══ Data

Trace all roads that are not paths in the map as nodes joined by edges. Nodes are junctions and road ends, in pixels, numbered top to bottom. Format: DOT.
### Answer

════
══ Data

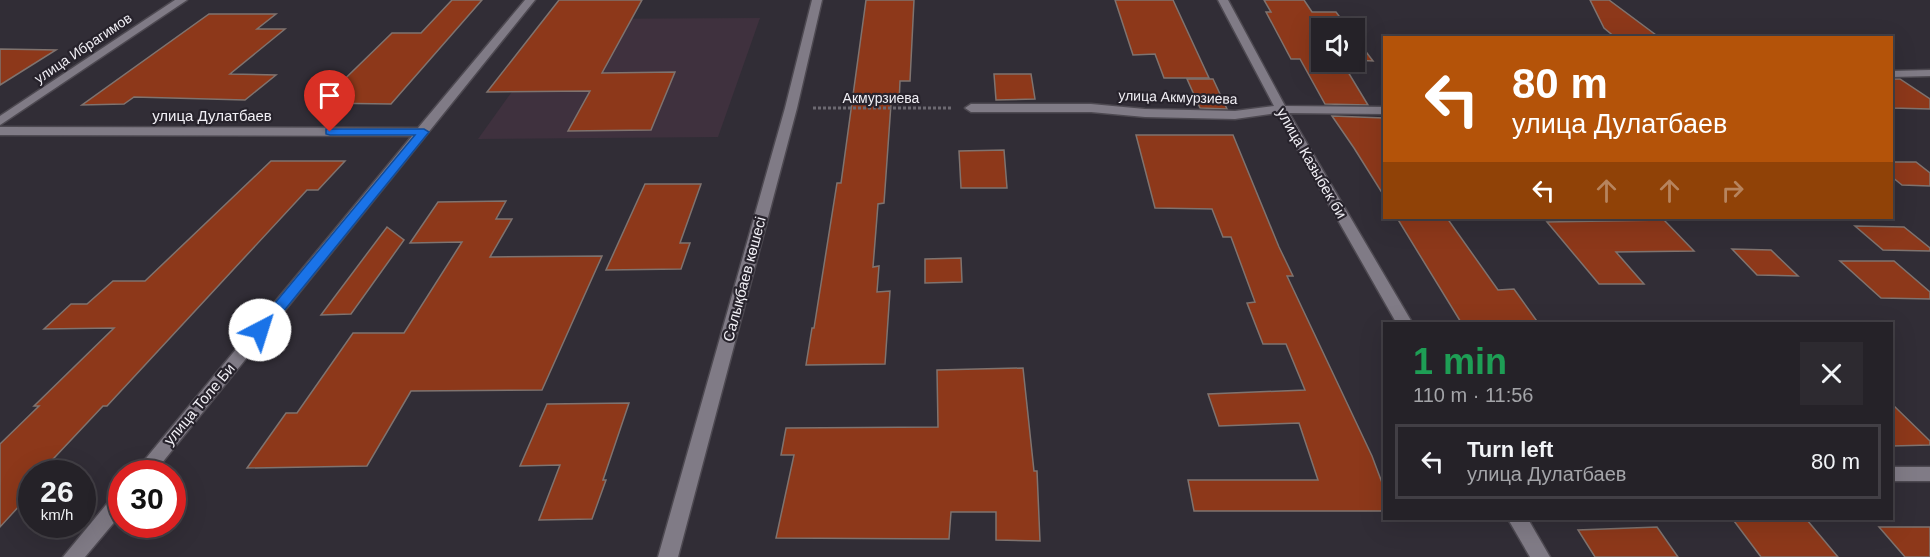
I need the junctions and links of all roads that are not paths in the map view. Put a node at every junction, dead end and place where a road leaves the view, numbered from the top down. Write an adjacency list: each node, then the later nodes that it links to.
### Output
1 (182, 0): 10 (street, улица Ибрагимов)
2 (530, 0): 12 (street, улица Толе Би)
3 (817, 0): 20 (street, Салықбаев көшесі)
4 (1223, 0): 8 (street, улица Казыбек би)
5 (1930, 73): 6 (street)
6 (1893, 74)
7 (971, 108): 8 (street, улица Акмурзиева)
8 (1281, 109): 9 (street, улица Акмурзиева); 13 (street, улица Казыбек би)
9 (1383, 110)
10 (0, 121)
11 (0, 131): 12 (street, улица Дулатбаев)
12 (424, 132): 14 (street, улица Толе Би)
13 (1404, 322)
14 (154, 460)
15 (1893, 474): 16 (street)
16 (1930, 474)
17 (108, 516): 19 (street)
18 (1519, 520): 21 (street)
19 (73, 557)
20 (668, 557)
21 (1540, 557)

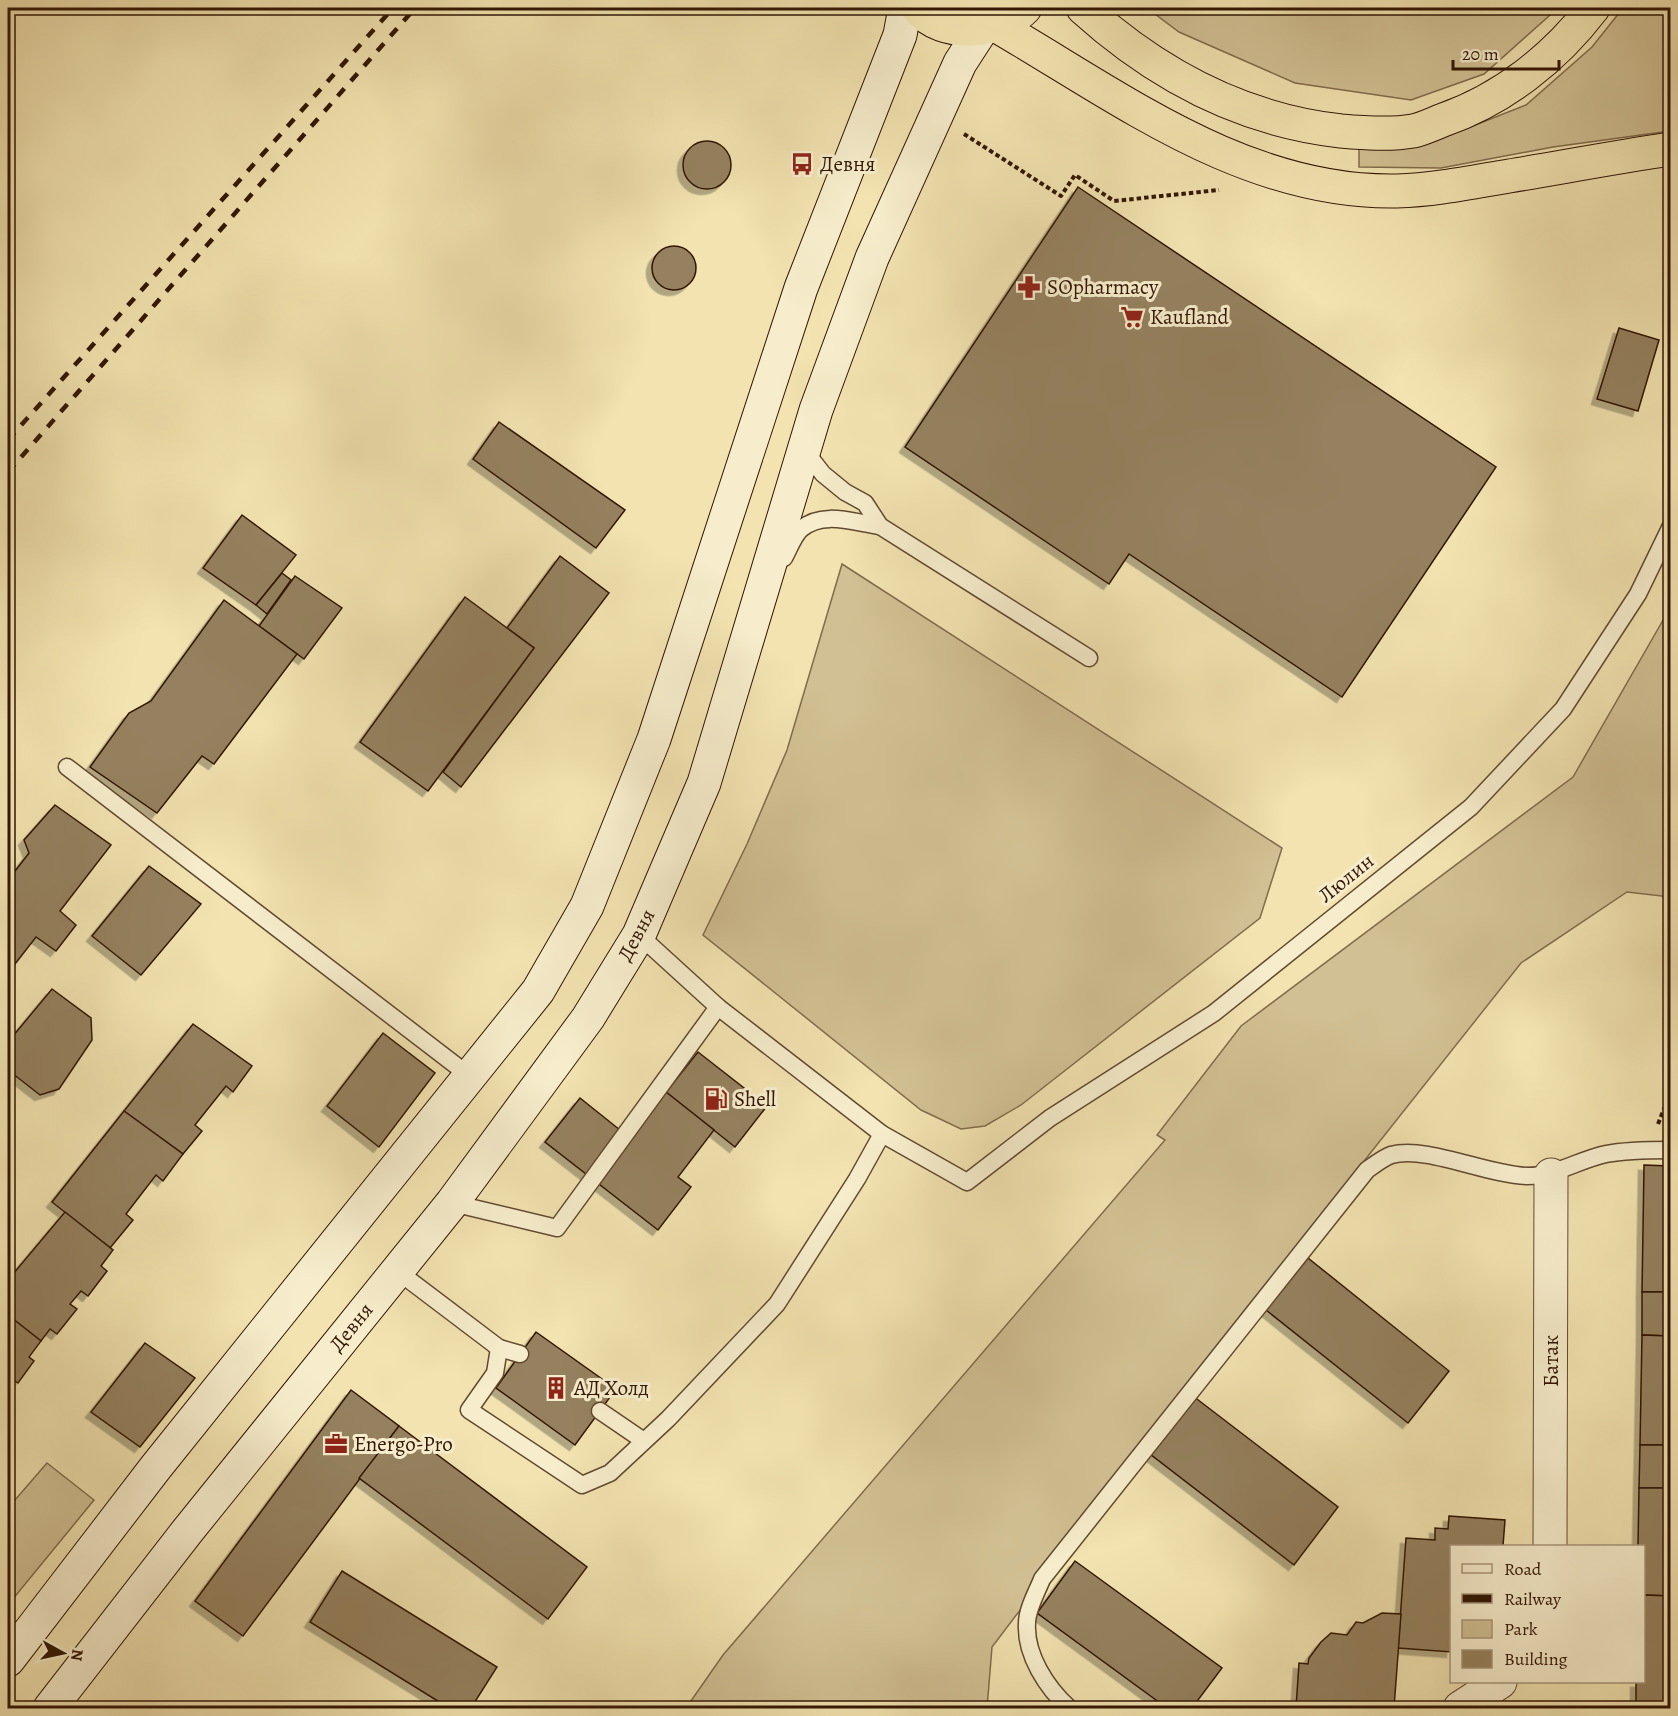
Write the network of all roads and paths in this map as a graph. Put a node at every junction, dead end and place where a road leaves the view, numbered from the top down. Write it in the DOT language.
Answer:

════

> **Task objective**:
Please copy every line of the data that carries the string "from".

> **Exercise answer**:
I need the junctions and links of all roads that are not paths in the map view. Put a node at every junction, dead end and place where a road leaves the view, numbered from the top down. Write an adjacency list: each node, then the later nodes that it links to.
Write the network of all roads and paths in this map as a graph. Put a node at every junction, dead end and place where a road leaves the view, numbered from the top down. Write it in the DOT language.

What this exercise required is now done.